> **What you need to do**
Write every record out again exactly as shown below.

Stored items
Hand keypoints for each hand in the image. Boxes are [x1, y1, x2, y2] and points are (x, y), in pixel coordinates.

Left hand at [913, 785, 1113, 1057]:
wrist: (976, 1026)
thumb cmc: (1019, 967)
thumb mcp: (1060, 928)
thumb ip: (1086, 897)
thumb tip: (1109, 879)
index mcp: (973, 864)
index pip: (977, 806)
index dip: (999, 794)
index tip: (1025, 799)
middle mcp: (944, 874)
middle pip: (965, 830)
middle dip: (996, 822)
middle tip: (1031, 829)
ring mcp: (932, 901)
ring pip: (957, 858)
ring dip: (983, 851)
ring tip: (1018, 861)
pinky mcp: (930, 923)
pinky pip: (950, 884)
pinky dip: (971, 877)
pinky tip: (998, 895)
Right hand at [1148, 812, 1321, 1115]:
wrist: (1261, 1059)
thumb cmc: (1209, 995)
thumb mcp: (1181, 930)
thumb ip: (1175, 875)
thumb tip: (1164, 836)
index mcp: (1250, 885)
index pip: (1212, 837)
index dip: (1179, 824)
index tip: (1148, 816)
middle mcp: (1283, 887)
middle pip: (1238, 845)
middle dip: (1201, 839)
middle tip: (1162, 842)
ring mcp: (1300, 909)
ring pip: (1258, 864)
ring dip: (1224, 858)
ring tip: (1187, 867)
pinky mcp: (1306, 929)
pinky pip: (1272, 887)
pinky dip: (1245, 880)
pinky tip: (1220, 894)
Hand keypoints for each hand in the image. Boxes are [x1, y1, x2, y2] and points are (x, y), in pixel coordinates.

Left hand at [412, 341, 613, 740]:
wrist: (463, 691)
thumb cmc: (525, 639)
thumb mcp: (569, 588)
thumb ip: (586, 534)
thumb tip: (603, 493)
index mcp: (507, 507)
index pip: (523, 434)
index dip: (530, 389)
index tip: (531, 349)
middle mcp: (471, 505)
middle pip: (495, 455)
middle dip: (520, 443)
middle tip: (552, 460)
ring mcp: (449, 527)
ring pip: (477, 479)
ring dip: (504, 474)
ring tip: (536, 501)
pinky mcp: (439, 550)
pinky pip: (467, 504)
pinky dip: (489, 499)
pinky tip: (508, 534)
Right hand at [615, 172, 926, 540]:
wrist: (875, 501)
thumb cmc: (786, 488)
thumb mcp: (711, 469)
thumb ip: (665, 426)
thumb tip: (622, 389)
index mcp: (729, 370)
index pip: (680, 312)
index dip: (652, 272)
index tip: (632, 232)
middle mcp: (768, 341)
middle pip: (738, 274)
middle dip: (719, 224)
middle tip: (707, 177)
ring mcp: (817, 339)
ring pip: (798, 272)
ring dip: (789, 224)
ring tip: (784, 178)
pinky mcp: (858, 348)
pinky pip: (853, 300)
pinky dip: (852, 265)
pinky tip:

> **Your response**
Hand keypoints for each hand in the image. Boxes are [x1, y1, x2, y2] and points are (x, y), in pixel coordinates.

Left hand at [913, 785, 1113, 1057]:
wrist: (976, 1026)
thumb cmc: (1019, 967)
thumb mcp: (1060, 928)
thumb ip: (1086, 897)
thumb tip: (1109, 879)
index mcp: (973, 864)
index pip: (977, 806)
index dip: (999, 794)
index tip: (1025, 799)
middle mcp: (944, 874)
middle pip: (965, 830)
middle dip: (996, 822)
middle tip: (1031, 829)
ring mcp: (932, 901)
ring pip: (957, 858)
ring dip: (983, 851)
ring tip: (1018, 861)
pinky mcp: (930, 923)
pinky pip: (950, 884)
pinky dip: (971, 877)
pinky tip: (998, 895)
Right hand at [1148, 812, 1321, 1115]:
wrist: (1261, 1059)
thumb cmc: (1209, 995)
thumb mcp: (1181, 930)
thumb ip: (1175, 875)
thumb tip: (1164, 836)
index mcp: (1250, 885)
index pip: (1212, 837)
index dip: (1179, 824)
index tip: (1148, 816)
middle mcp: (1283, 887)
middle pip: (1238, 845)
middle dip: (1201, 839)
middle tip: (1162, 842)
ring mcp: (1300, 909)
ring pip: (1258, 864)
ring dip: (1224, 858)
ring tip: (1187, 867)
pinky mcp: (1306, 929)
pinky pip: (1272, 887)
pinky dip: (1245, 880)
pinky tip: (1220, 894)
Hand keypoints for each hand in the image. Boxes are [x1, y1, x2, y2] and points are (x, y), in pixel coordinates.

Left hand at [412, 341, 613, 740]:
wrist: (463, 691)
thumb cmc: (525, 639)
thumb mcp: (569, 588)
thumb ip: (586, 534)
thumb tip: (603, 493)
index mcp: (507, 507)
index pip: (523, 434)
index dip: (530, 389)
index tip: (531, 349)
middle mcp: (471, 505)
middle pip: (495, 455)
middle dip: (520, 443)
middle tip: (552, 460)
ring mcp: (449, 527)
ring pip: (477, 479)
ring dip: (504, 474)
ring tip: (536, 501)
pinky mcp: (439, 550)
pinky pip: (467, 504)
pinky dip: (489, 499)
pinky tip: (508, 534)
Right hand at [615, 172, 926, 540]:
wrist: (875, 501)
thumb cmc: (786, 488)
thumb mcp: (711, 469)
thumb ip: (665, 426)
thumb tip: (622, 389)
index mcp: (729, 370)
index pip: (680, 312)
index dip: (652, 272)
index tip: (632, 232)
middle mcp: (768, 341)
middle pip: (738, 274)
middle dip: (719, 224)
middle tip: (707, 177)
ring mcp: (817, 339)
ring pip: (798, 272)
ring dip: (789, 224)
ring tip: (784, 178)
pinky mcp: (858, 348)
pinky pip: (853, 300)
pinky dip: (852, 265)
pinky tip:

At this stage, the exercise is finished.